Training day

 "It's not what you know; it's what you can prove." 
- the movie Training Day

Calvin gave me this reference guide - useful! 
Just before Christmas, I had a training day with two collaborators. We have a project coming up that combines biology and archaeology, so we needed to make sure everyone was on the same page. Obviously, I represented the biology side, but my colleagues, Calvin and Evan, have much more experience with underwater archaeology. 

I started out the day thinking that I was going to primarily teaching. Calvin and Evan have not collected biological samples before, so I figured we'd spend most of the day going over how to take sediment cores, filter water, and avoid contamination. Not so. We spent the first part of the day outlining my plan, but as soon as I pulled out the samplers, Evan jumped in. 
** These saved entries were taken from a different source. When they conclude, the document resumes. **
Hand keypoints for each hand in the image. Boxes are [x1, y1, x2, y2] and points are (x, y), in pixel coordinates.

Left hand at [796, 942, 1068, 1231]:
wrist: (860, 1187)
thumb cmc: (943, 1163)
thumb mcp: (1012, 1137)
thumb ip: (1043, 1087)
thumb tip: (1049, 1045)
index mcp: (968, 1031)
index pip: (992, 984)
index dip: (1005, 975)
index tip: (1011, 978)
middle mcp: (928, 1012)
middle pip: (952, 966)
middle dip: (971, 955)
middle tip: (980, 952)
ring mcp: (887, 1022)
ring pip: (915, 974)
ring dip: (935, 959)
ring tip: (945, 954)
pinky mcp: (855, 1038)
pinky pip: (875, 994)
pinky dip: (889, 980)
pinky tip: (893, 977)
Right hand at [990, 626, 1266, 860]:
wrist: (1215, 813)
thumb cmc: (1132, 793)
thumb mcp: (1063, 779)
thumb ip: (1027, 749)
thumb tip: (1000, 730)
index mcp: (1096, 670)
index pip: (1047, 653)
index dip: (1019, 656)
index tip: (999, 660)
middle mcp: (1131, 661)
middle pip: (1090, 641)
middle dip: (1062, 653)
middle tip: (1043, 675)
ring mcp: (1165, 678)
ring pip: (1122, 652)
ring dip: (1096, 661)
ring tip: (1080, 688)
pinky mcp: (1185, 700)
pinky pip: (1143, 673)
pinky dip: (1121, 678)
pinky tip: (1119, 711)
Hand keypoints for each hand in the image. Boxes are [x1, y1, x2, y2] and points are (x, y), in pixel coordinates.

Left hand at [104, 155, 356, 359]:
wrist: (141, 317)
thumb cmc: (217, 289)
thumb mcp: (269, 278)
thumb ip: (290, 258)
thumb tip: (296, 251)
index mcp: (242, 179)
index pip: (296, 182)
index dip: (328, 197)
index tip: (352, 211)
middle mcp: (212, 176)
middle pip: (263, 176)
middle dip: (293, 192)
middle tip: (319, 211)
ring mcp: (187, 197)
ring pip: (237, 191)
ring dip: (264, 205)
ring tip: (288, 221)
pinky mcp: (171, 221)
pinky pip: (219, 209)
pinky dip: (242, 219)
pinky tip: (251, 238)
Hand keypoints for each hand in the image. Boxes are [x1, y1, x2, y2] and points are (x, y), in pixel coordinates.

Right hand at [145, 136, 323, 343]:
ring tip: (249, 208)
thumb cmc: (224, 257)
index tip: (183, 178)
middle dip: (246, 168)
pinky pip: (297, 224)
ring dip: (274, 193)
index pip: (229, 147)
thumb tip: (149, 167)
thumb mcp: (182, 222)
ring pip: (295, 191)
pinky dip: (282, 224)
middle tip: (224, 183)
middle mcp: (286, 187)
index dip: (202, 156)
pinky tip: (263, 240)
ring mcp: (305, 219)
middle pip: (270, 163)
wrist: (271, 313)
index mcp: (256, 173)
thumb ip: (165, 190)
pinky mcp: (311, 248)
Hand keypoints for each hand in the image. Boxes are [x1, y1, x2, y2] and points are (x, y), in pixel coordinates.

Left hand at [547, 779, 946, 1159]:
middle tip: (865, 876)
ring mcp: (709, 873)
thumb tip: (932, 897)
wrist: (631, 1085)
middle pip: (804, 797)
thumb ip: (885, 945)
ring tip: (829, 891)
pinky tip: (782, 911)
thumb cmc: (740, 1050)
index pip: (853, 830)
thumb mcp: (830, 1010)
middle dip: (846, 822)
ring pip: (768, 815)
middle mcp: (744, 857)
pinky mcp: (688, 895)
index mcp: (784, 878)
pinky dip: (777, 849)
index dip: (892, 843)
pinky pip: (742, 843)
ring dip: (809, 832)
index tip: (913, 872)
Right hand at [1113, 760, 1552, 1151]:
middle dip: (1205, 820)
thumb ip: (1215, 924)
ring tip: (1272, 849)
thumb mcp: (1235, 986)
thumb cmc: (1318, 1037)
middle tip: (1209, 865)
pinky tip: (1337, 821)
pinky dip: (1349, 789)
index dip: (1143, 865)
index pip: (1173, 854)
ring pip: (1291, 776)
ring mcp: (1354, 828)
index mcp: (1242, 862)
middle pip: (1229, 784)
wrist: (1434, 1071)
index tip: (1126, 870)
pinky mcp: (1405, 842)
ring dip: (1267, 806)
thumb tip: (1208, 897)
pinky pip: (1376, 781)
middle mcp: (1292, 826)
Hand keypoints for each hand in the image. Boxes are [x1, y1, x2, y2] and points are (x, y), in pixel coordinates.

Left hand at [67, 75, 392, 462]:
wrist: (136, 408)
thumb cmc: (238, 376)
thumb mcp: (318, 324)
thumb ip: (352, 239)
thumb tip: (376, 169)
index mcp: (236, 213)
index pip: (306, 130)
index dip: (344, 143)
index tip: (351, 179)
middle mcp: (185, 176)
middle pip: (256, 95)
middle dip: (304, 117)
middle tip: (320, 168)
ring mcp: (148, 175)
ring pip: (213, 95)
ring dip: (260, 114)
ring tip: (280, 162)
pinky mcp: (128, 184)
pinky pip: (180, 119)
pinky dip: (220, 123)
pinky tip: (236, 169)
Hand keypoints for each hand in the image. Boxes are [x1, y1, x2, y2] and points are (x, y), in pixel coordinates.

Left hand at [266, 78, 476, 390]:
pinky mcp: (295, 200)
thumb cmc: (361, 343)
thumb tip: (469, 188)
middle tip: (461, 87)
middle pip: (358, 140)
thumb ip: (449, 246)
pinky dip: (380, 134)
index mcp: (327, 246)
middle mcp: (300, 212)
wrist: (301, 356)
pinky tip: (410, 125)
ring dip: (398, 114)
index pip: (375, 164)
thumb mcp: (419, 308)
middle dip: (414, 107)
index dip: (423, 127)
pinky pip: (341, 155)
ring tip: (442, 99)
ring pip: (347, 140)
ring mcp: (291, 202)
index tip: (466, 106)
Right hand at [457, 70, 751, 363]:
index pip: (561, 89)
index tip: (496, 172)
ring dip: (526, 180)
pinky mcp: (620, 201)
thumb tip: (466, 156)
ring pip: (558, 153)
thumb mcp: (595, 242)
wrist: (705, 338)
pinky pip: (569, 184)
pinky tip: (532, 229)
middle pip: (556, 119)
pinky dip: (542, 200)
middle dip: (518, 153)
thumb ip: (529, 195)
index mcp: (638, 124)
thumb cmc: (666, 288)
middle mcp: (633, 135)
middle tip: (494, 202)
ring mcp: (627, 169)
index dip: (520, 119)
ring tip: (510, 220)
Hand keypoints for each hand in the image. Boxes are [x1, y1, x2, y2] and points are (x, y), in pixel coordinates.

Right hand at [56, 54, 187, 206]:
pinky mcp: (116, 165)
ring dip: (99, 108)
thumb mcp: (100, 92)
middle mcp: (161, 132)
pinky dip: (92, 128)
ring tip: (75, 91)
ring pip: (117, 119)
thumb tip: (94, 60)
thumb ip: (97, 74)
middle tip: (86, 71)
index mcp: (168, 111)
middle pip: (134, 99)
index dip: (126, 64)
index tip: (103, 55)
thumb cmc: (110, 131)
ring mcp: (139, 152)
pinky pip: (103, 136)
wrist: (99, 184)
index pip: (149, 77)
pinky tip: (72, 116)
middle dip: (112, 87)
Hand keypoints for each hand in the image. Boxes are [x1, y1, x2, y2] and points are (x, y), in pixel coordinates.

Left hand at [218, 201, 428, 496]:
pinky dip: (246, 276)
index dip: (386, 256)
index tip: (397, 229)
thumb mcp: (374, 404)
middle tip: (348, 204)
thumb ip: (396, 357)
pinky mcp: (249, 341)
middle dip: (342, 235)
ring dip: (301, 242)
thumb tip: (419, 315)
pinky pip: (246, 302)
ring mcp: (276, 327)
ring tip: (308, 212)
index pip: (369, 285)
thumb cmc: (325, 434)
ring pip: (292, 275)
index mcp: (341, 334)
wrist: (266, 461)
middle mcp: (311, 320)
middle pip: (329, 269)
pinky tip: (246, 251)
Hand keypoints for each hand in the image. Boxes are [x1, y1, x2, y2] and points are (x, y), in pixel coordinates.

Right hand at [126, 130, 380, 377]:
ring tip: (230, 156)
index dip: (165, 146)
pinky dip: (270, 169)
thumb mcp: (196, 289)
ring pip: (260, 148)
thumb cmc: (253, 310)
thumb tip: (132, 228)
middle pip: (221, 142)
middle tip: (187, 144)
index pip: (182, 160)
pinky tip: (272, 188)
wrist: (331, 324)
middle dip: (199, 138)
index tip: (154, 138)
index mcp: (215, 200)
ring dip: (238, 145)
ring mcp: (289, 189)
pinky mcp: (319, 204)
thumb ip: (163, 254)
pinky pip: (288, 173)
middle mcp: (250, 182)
"I could rig these together, you know," he informed me, holding one of the water samplers, "stack them two-by-two, hang five off of each side..."

The scheme he was describing was incredibly ambitious, but if anyone could make it work, it was Evan. I let him take home a few of the tanks to play with rigging them together. We'll see what he comes up with. 

Next up was the sediment sampling. I tried to explain my ecology-based method for picking sample collection locations, but Calvin cut me off. 

"There are established ways to do this in archaeology," he said, "here." He handed me a spiral-bound manual on archaeological survey methods. I flipped through a few pages, and it looked incredibly useful. We'll end up pulling much of our methodology from the manual.

In the end, the day was one of mutual training. I'm grateful to have collaborators with expertise that's different from mine so we can teach each other and come up with the best plan. It's going to be a good project!